Records contained in a dataset
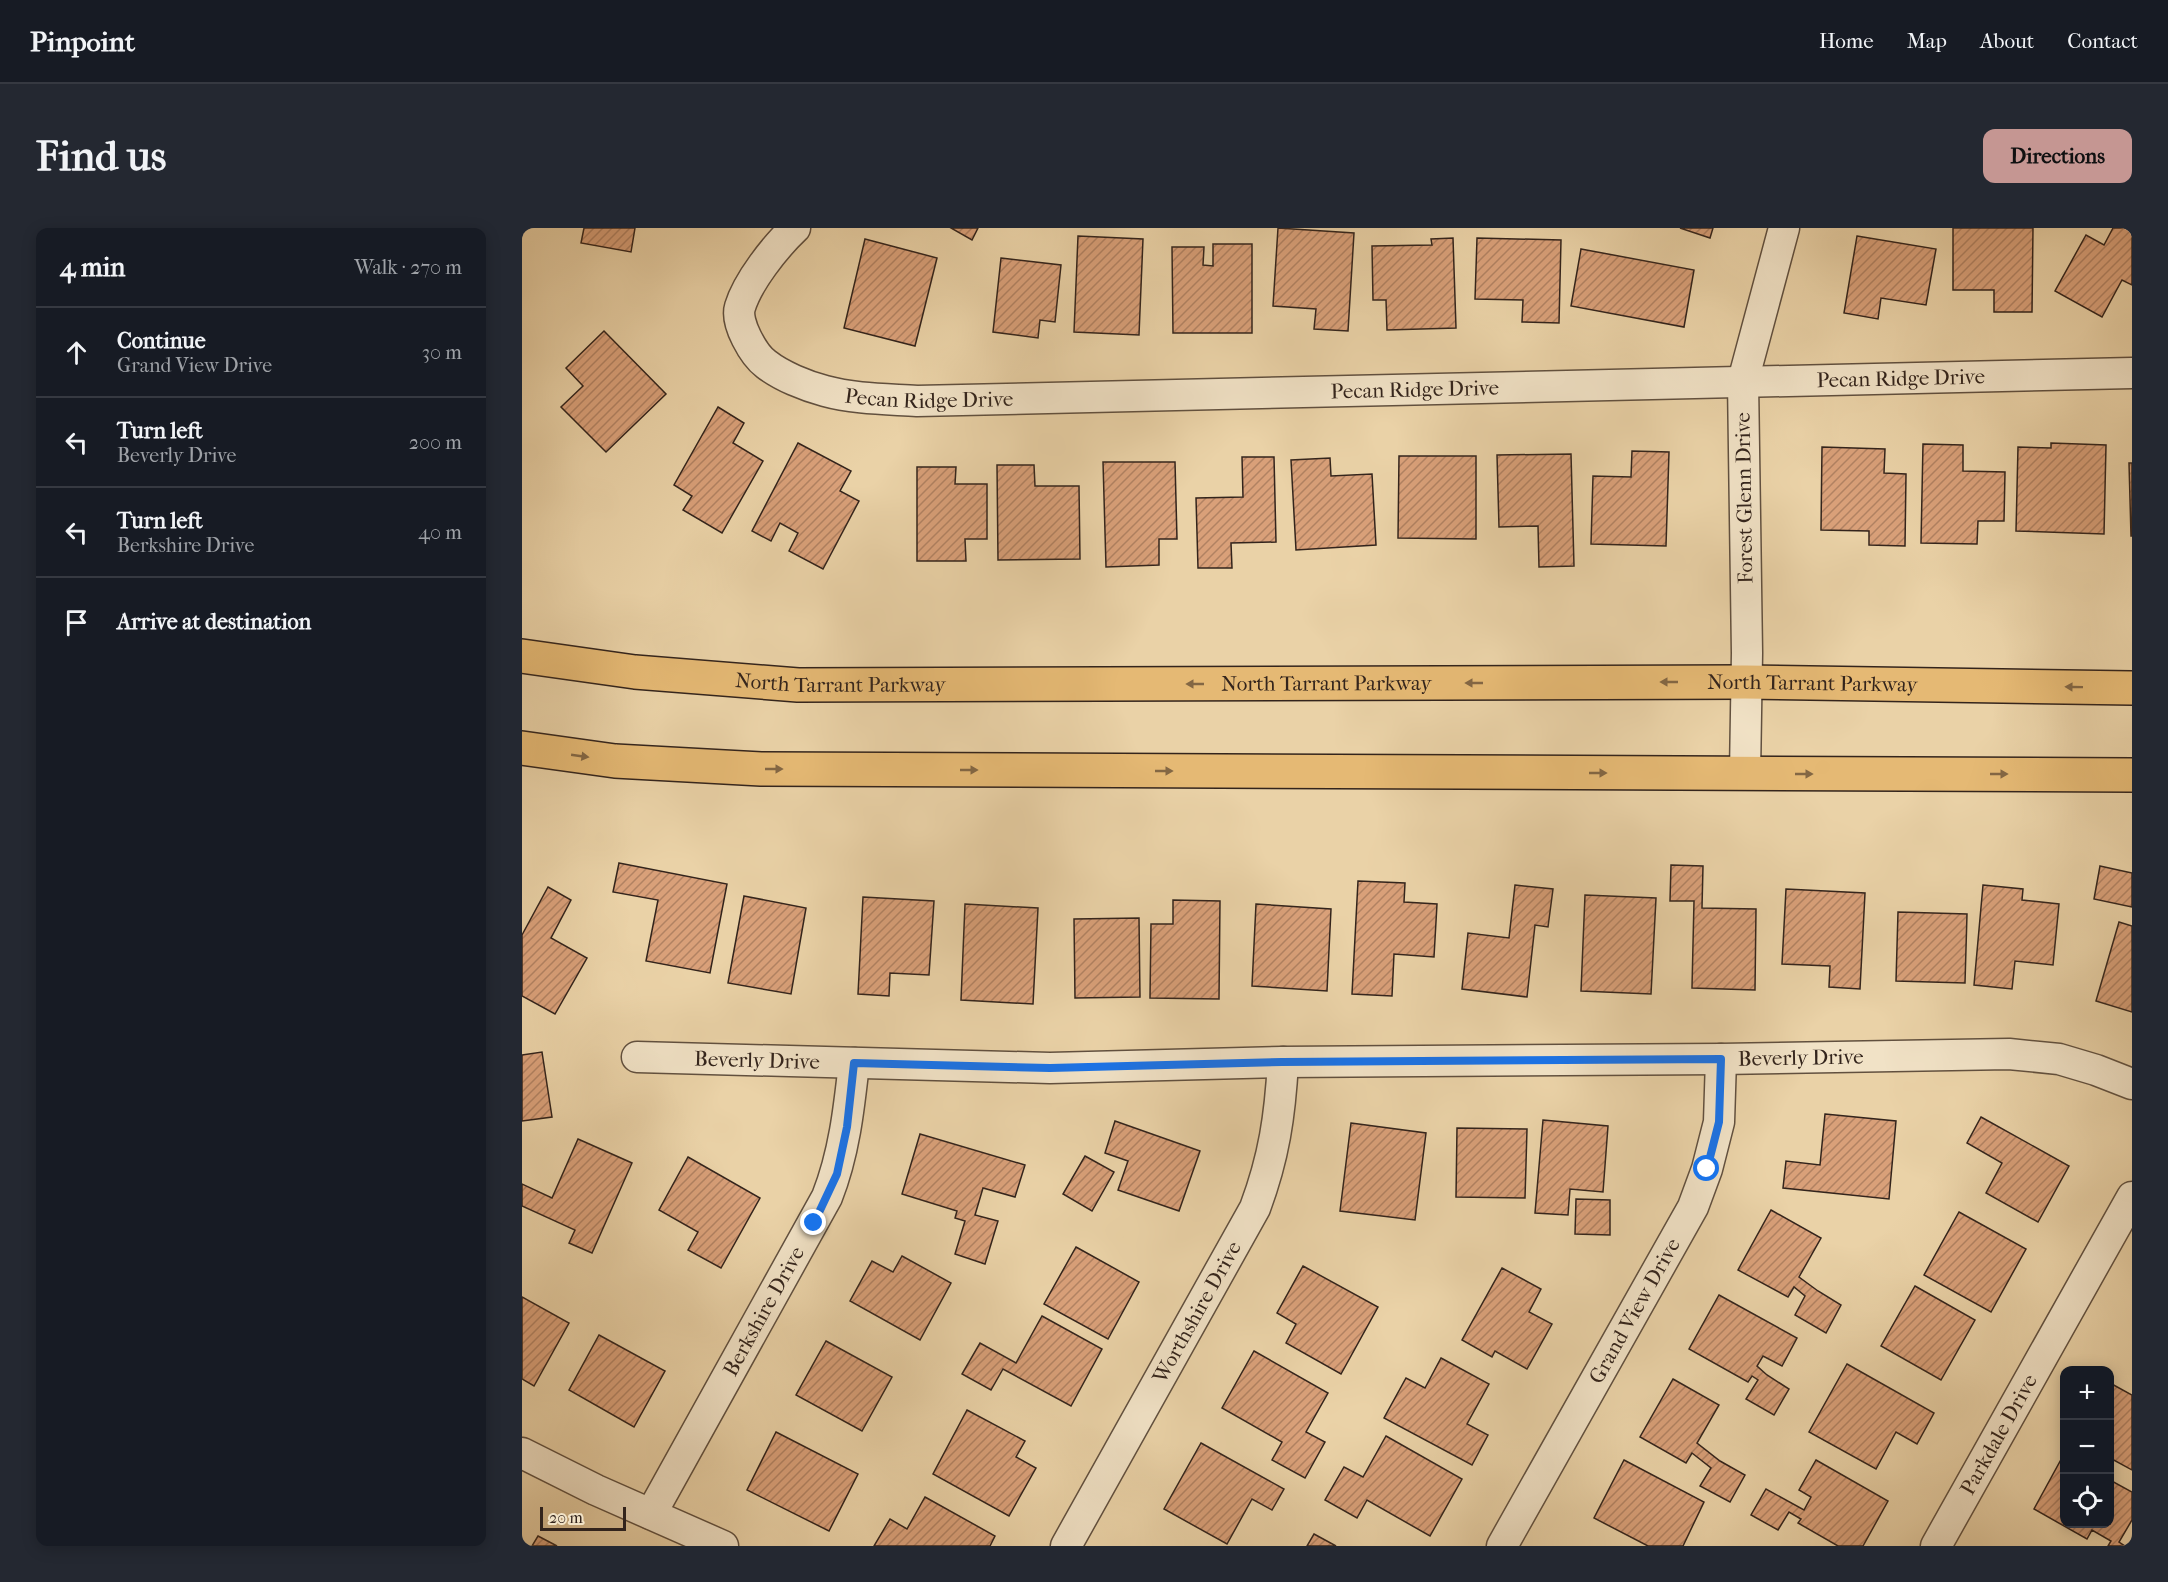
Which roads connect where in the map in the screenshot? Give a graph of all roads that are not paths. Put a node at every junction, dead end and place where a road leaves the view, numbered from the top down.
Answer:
1 (795, 228) edge
2 (1784, 228) edge
3 (2132, 373) edge
4 (1743, 381) junction
5 (522, 656) edge
6 (1747, 682) junction
7 (2132, 687) edge
8 (522, 748) edge
9 (1745, 774) junction
10 (2132, 775) edge
11 (637, 1057) dead end
12 (1721, 1059) junction
13 (1282, 1062) junction
14 (854, 1063) junction
15 (2132, 1084) edge
16 (2132, 1197) edge
17 (522, 1454) edge
18 (651, 1514) junction
19 (723, 1546) edge
20 (1066, 1546) edge
21 (1502, 1546) edge
22 (1936, 1546) edge

1 - 4 street, Pecan Ridge Drive
2 - 4 street, Forest Glenn Drive
3 - 4 street, Pecan Ridge Drive
4 - 6 street, Forest Glenn Drive
6 -> 5 main road, North Tarrant Parkway
7 -> 6 main road, North Tarrant Parkway
6 - 9 street, Forest Glenn Drive
8 -> 9 main road
9 -> 10 main road
11 - 14 street, Beverly Drive
12 - 13 street, Beverly Drive
12 - 15 street, Beverly Drive
12 - 21 street, Grand View Drive
13 - 14 street, Beverly Drive
13 - 20 street, Worthshire Drive
14 - 18 street, Berkshire Drive
16 - 22 street, Parkdale Drive
17 - 18 street
18 - 19 street

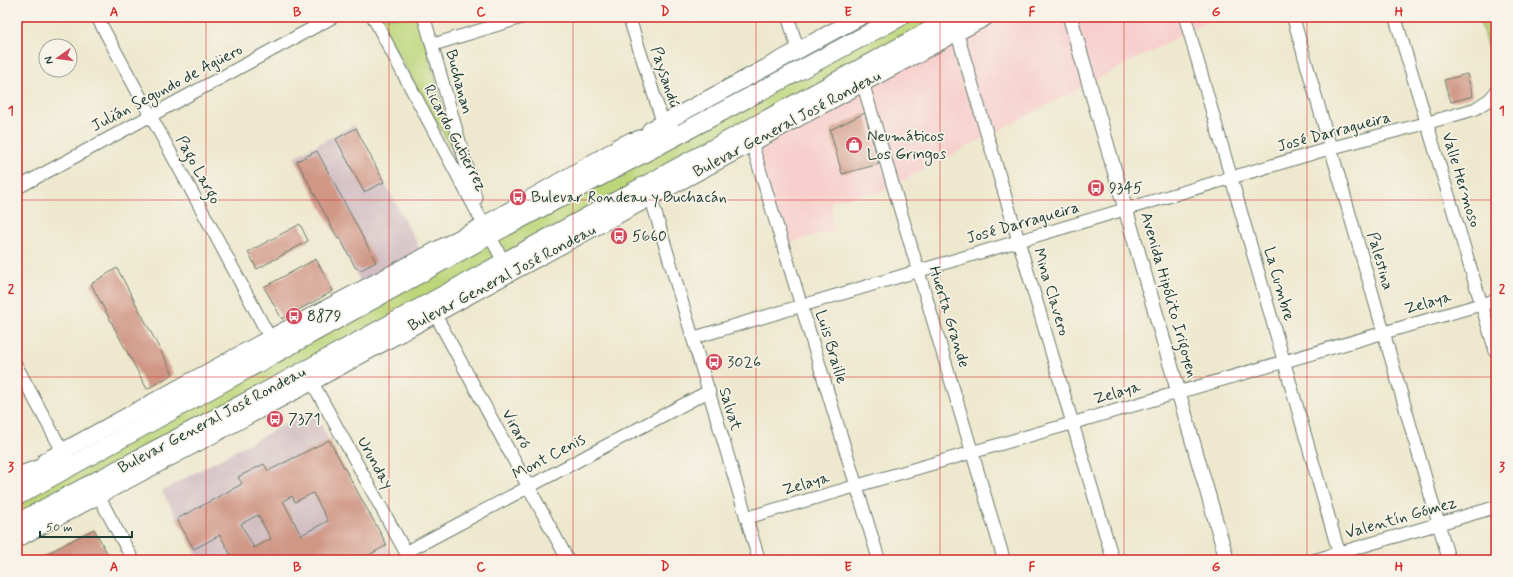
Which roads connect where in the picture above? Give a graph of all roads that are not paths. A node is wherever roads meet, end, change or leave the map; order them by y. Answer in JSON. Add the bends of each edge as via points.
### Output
{"nodes":[{"id":1,"x":96,"y":17,"type":"edge"},
{"id":2,"x":332,"y":17,"type":"edge"},
{"id":3,"x":373,"y":17,"type":"edge"},
{"id":4,"x":424,"y":17,"type":"edge"},
{"id":5,"x":523,"y":17,"type":"edge"},
{"id":6,"x":629,"y":17,"type":"edge"},
{"id":7,"x":788,"y":17,"type":"edge"},
{"id":8,"x":860,"y":17,"type":"edge"},
{"id":9,"x":900,"y":17,"type":"edge"},
{"id":10,"x":986,"y":17,"type":"edge"},
{"id":11,"x":1070,"y":17,"type":"edge"},
{"id":12,"x":1185,"y":17,"type":"edge"},
{"id":13,"x":1293,"y":17,"type":"edge"},
{"id":14,"x":1395,"y":17,"type":"edge"},
{"id":15,"x":956,"y":25,"type":"edge"},
{"id":16,"x":432,"y":45,"type":"junction"},
{"id":17,"x":798,"y":50,"type":"junction"},
{"id":18,"x":918,"y":54,"type":"junction"},
{"id":19,"x":874,"y":61,"type":"junction"},
{"id":20,"x":863,"y":84,"type":"junction"},
{"id":21,"x":1496,"y":92,"type":"edge"},
{"id":22,"x":725,"y":110,"type":"junction"},
{"id":23,"x":150,"y":116,"type":"junction"},
{"id":24,"x":663,"y":123,"type":"junction"},
{"id":25,"x":1427,"y":123,"type":"junction"},
{"id":26,"x":752,"y":144,"type":"junction"},
{"id":27,"x":619,"y":147,"type":"junction"},
{"id":28,"x":1331,"y":148,"type":"junction"},
{"id":29,"x":463,"y":176,"type":"junction"},
{"id":30,"x":1231,"y":178,"type":"junction"},
{"id":31,"x":17,"y":188,"type":"edge"},
{"id":32,"x":651,"y":198,"type":"junction"},
{"id":33,"x":1127,"y":210,"type":"junction"},
{"id":34,"x":487,"y":230,"type":"junction"},
{"id":35,"x":1019,"y":241,"type":"junction"},
{"id":36,"x":507,"y":268,"type":"junction"},
{"id":37,"x":918,"y":271,"type":"junction"},
{"id":38,"x":1496,"y":300,"type":"edge"},
{"id":39,"x":1481,"y":304,"type":"junction"},
{"id":40,"x":801,"y":306,"type":"junction"},
{"id":41,"x":435,"y":314,"type":"junction"},
{"id":42,"x":1384,"y":332,"type":"junction"},
{"id":43,"x":270,"y":338,"type":"junction"},
{"id":44,"x":693,"y":338,"type":"junction"},
{"id":45,"x":1496,"y":353,"type":"edge"},
{"id":46,"x":354,"y":358,"type":"junction"},
{"id":47,"x":1284,"y":361,"type":"junction"},
{"id":48,"x":17,"y":367,"type":"edge"},
{"id":49,"x":312,"y":382,"type":"junction"},
{"id":50,"x":267,"y":391,"type":"junction"},
{"id":51,"x":708,"y":391,"type":"junction"},
{"id":52,"x":1179,"y":392,"type":"junction"},
{"id":53,"x":1073,"y":423,"type":"junction"},
{"id":54,"x":114,"y":443,"type":"junction"},
{"id":55,"x":63,"y":452,"type":"junction"},
{"id":56,"x":972,"y":452,"type":"junction"},
{"id":57,"x":17,"y":477,"type":"edge"},
{"id":58,"x":529,"y":486,"type":"junction"},
{"id":59,"x":857,"y":486,"type":"junction"},
{"id":60,"x":98,"y":495,"type":"junction"},
{"id":61,"x":17,"y":496,"type":"edge"},
{"id":62,"x":1496,"y":507,"type":"edge"},
{"id":63,"x":746,"y":518,"type":"junction"},
{"id":64,"x":17,"y":523,"type":"edge"},
{"id":65,"x":1439,"y":524,"type":"junction"},
{"id":66,"x":17,"y":539,"type":"edge"},
{"id":67,"x":408,"y":556,"type":"edge"},
{"id":68,"x":1340,"y":556,"type":"edge"},
{"id":69,"x":134,"y":560,"type":"edge"},
{"id":70,"x":568,"y":560,"type":"edge"},
{"id":71,"x":759,"y":560,"type":"edge"},
{"id":72,"x":879,"y":560,"type":"edge"},
{"id":73,"x":1004,"y":560,"type":"edge"},
{"id":74,"x":1113,"y":560,"type":"edge"},
{"id":75,"x":1227,"y":560,"type":"edge"},
{"id":76,"x":1315,"y":560,"type":"edge"},
{"id":77,"x":1449,"y":560,"type":"edge"}],
"edges":[{"from":1,"to":23,"type":"street","name":"Pago Largo"},
{"from":2,"to":23,"type":"street","name":"Julián Segundo de Agüero"},
{"from":3,"to":29,"type":"street","name":"Ricardo Gutierrez"},
{"from":4,"to":16,"type":"street","name":"Buchanan"},
{"from":5,"to":16,"type":"street"},
{"from":6,"to":24,"type":"street","name":"Paysandú"},
{"from":7,"to":17,"type":"street"},
{"from":8,"to":17,"type":"main road","name":"Bulevar General José Rondeau"},
{"from":9,"to":22,"type":"main road","name":"Bulevar General José Rondeau"},
{"from":10,"to":15,"type":"main road","name":"Bulevar General José Rondeau"},
{"from":11,"to":33,"type":"street","name":"Avenida Hipólito Irigoyen"},
{"from":12,"to":30,"type":"street","name":"La Cumbre"},
{"from":13,"to":28,"type":"street","name":"Palestina"},
{"from":14,"to":25,"type":"street","name":"Valle Hermoso"},
{"from":15,"to":18,"type":"main road","name":"Bulevar General José Rondeau"},
{"from":15,"to":19,"type":"main road","name":"Bulevar General José Rondeau"},
{"from":15,"to":35,"type":"street","name":"Mina Clavero"},
{"from":16,"to":29,"type":"street","name":"Buchanan"},
{"from":17,"to":24,"type":"main road","name":"Bulevar General José Rondeau"},
{"from":18,"to":19,"type":"main road"},
{"from":18,"to":20,"type":"main road","name":"Bulevar General José Rondeau"},
{"from":19,"to":36,"type":"main road","name":"Bulevar General José Rondeau"},
{"from":20,"to":26,"type":"main road","name":"Bulevar General José Rondeau"},
{"from":20,"to":37,"type":"street","name":"Huerta Grande"},
{"from":21,"to":25,"type":"street","name":"José Darragueira","via":[[1475,109]]},
{"from":22,"to":27,"type":"main road"},
{"from":22,"to":34,"type":"main road","name":"Bulevar General José Rondeau"},
{"from":23,"to":31,"type":"street","name":"Julián Segundo de Agüero"},
{"from":23,"to":43,"type":"street","name":"Pago Largo"},
{"from":24,"to":27,"type":"main road","name":"Bulevar General José Rondeau"},
{"from":25,"to":28,"type":"street","name":"José Darragueira"},
{"from":25,"to":39,"type":"street","name":"Valle Hermoso"},
{"from":26,"to":32,"type":"main road","name":"Bulevar General José Rondeau"},
{"from":26,"to":40,"type":"street","name":"Luis Braille"},
{"from":27,"to":34,"type":"main road","name":"Bulevar General José Rondeau"},
{"from":28,"to":30,"type":"street","name":"José Darragueira"},
{"from":28,"to":42,"type":"street","name":"Palestina"},
{"from":29,"to":34,"type":"street","name":"Ricardo Gutierrez"},
{"from":30,"to":33,"type":"street","name":"José Darragueira"},
{"from":30,"to":47,"type":"street","name":"La Cumbre"},
{"from":32,"to":36,"type":"main road","name":"Bulevar General José Rondeau"},
{"from":32,"to":44,"type":"street","name":"Salvat"},
{"from":33,"to":35,"type":"street","name":"José Darragueira"},
{"from":33,"to":52,"type":"street","name":"Avenida Hipólito Irigoyen"},
{"from":34,"to":36,"type":"street","name":"Ricardo Gutierrez"},
{"from":34,"to":43,"type":"main road","name":"Bulevar General José Rondeau"},
{"from":34,"to":54,"type":"main road","name":"Bulevar General José Rondeau"},
{"from":35,"to":37,"type":"street","name":"José Darragueira"},
{"from":35,"to":53,"type":"street","name":"Mina Clavero"},
{"from":36,"to":41,"type":"main road","name":"Bulevar General José Rondeau"},
{"from":36,"to":50,"type":"main road","name":"Bulevar General José Rondeau"},
{"from":37,"to":40,"type":"street","name":"José Darragueira"},
{"from":37,"to":56,"type":"street","name":"Huerta Grande"},
{"from":38,"to":39,"type":"street","name":"Zelaya"},
{"from":39,"to":42,"type":"street","name":"Zelaya"},
{"from":39,"to":45,"type":"street","name":"Valle Hermoso"},
{"from":40,"to":44,"type":"street","name":"José Darragueira"},
{"from":40,"to":59,"type":"street","name":"Luis Braille"},
{"from":41,"to":46,"type":"main road","name":"Bulevar General José Rondeau"},
{"from":41,"to":58,"type":"street","name":"Viraró"},
{"from":42,"to":47,"type":"street","name":"Zelaya"},
{"from":42,"to":65,"type":"street","name":"Palestina"},
{"from":43,"to":55,"type":"main road","name":"Bulevar General José Rondeau"},
{"from":44,"to":51,"type":"street","name":"Salvat"},
{"from":46,"to":49,"type":"main road","name":"Bulevar General José Rondeau"},
{"from":46,"to":50,"type":"main road"},
{"from":47,"to":52,"type":"street","name":"Zelaya"},
{"from":47,"to":68,"type":"street","name":"La Cumbre"},
{"from":48,"to":55,"type":"street"},
{"from":49,"to":60,"type":"main road","name":"Bulevar General José Rondeau"},
{"from":49,"to":67,"type":"street","name":"Urunday"},
{"from":50,"to":64,"type":"main road","name":"Bulevar General José Rondeau"},
{"from":51,"to":58,"type":"street","name":"Mont Cenis"},
{"from":51,"to":63,"type":"street","name":"Salvat"},
{"from":52,"to":53,"type":"street","name":"Zelaya"},
{"from":52,"to":75,"type":"street","name":"Avenida Hipólito Irigoyen"},
{"from":53,"to":56,"type":"street","name":"Zelaya"},
{"from":53,"to":74,"type":"street","name":"Mina Clavero"},
{"from":54,"to":57,"type":"main road"},
{"from":54,"to":61,"type":"main road","name":"Bulevar General José Rondeau"},
{"from":55,"to":57,"type":"main road","name":"Bulevar General José Rondeau"},
{"from":56,"to":59,"type":"street","name":"Zelaya"},
{"from":56,"to":73,"type":"street","name":"Huerta Grande"},
{"from":58,"to":67,"type":"street","name":"Mont Cenis"},
{"from":58,"to":70,"type":"street","name":"Viraró"},
{"from":59,"to":63,"type":"street","name":"Zelaya"},
{"from":59,"to":72,"type":"street","name":"Luis Braille"},
{"from":60,"to":66,"type":"main road","name":"Bulevar General José Rondeau"},
{"from":60,"to":69,"type":"street"},
{"from":62,"to":65,"type":"street","name":"Valentín Gómez"},
{"from":63,"to":71,"type":"street","name":"Salvat"},
{"from":65,"to":68,"type":"street","name":"Valentín Gómez"},
{"from":65,"to":77,"type":"street","name":"Palestina"},
{"from":68,"to":76,"type":"street","name":"Valentín Gómez"}]}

> Task directions
Across the data above, how many lines contain the string "Mont"? Reply with the number and nothing else.

> Exercise answer
2